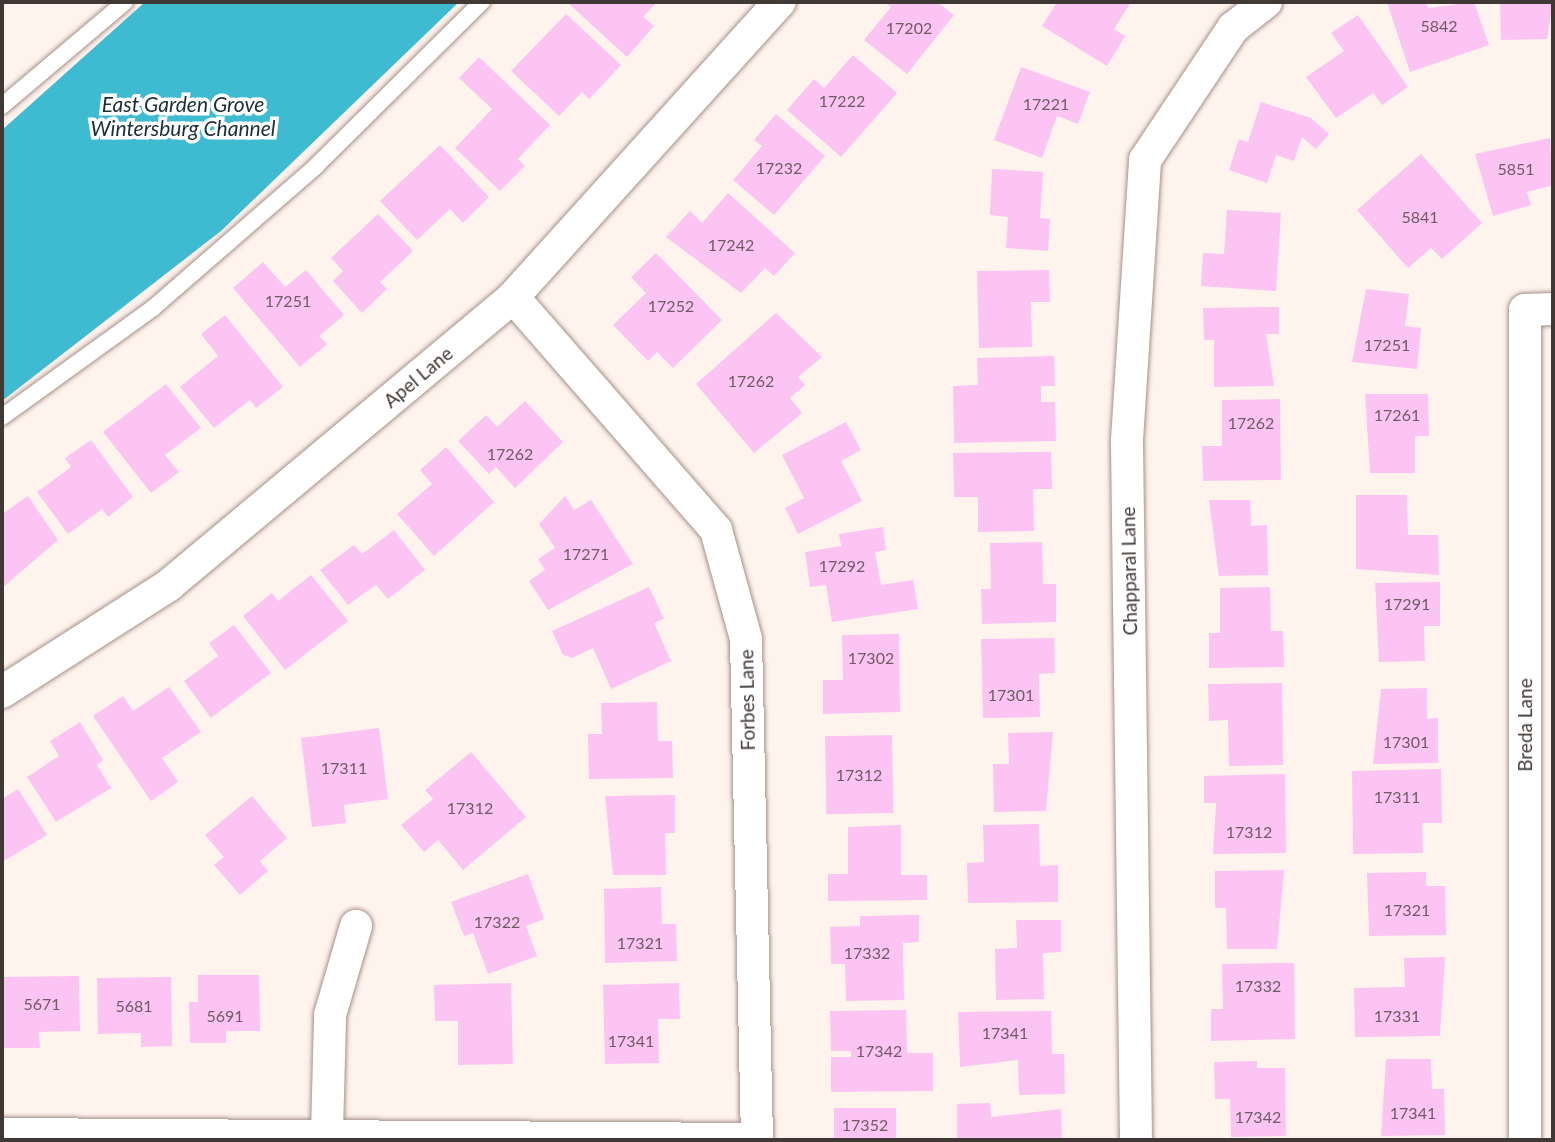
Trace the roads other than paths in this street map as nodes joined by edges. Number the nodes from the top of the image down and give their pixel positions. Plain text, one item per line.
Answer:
1 (125, 2) edge
2 (482, 2) edge
3 (780, 2) edge
4 (1266, 2) edge
5 (2, 106) edge
6 (513, 297) junction
7 (1539, 309) edge
8 (2, 416) edge
9 (2, 692) edge
10 (356, 926) dead end
11 (327, 1133) junction
12 (2, 1134) edge
13 (125, 1137) edge
14 (404, 1137) edge
15 (757, 1140) edge
16 (1136, 1140) edge
17 (1525, 1140) edge

1 - 5 lane
2 - 8 lane
3 - 6 street, Apel Lane
4 - 16 street, Chapparal Lane
6 - 9 street, Apel Lane
6 - 15 street, Forbes Lane
7 - 17 street, Breda Lane
10 - 11 street
11 - 13 street
11 - 14 street
12 - 13 street
14 - 15 street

__Work request__
Write out each entry exactly; any pictures stay out of the copy.

__Expected answer__
Trace the roads other than paths in this street map as nodes joined by edges. Number the nodes from the top of the image down and give their pixel positions. Plain text, one item per line.
Answer:
1 (125, 2) edge
2 (482, 2) edge
3 (780, 2) edge
4 (1266, 2) edge
5 (2, 106) edge
6 (513, 297) junction
7 (1539, 309) edge
8 (2, 416) edge
9 (2, 692) edge
10 (356, 926) dead end
11 (327, 1133) junction
12 (2, 1134) edge
13 (125, 1137) edge
14 (404, 1137) edge
15 (757, 1140) edge
16 (1136, 1140) edge
17 (1525, 1140) edge

1 - 5 lane
2 - 8 lane
3 - 6 street, Apel Lane
4 - 16 street, Chapparal Lane
6 - 9 street, Apel Lane
6 - 15 street, Forbes Lane
7 - 17 street, Breda Lane
10 - 11 street
11 - 13 street
11 - 14 street
12 - 13 street
14 - 15 street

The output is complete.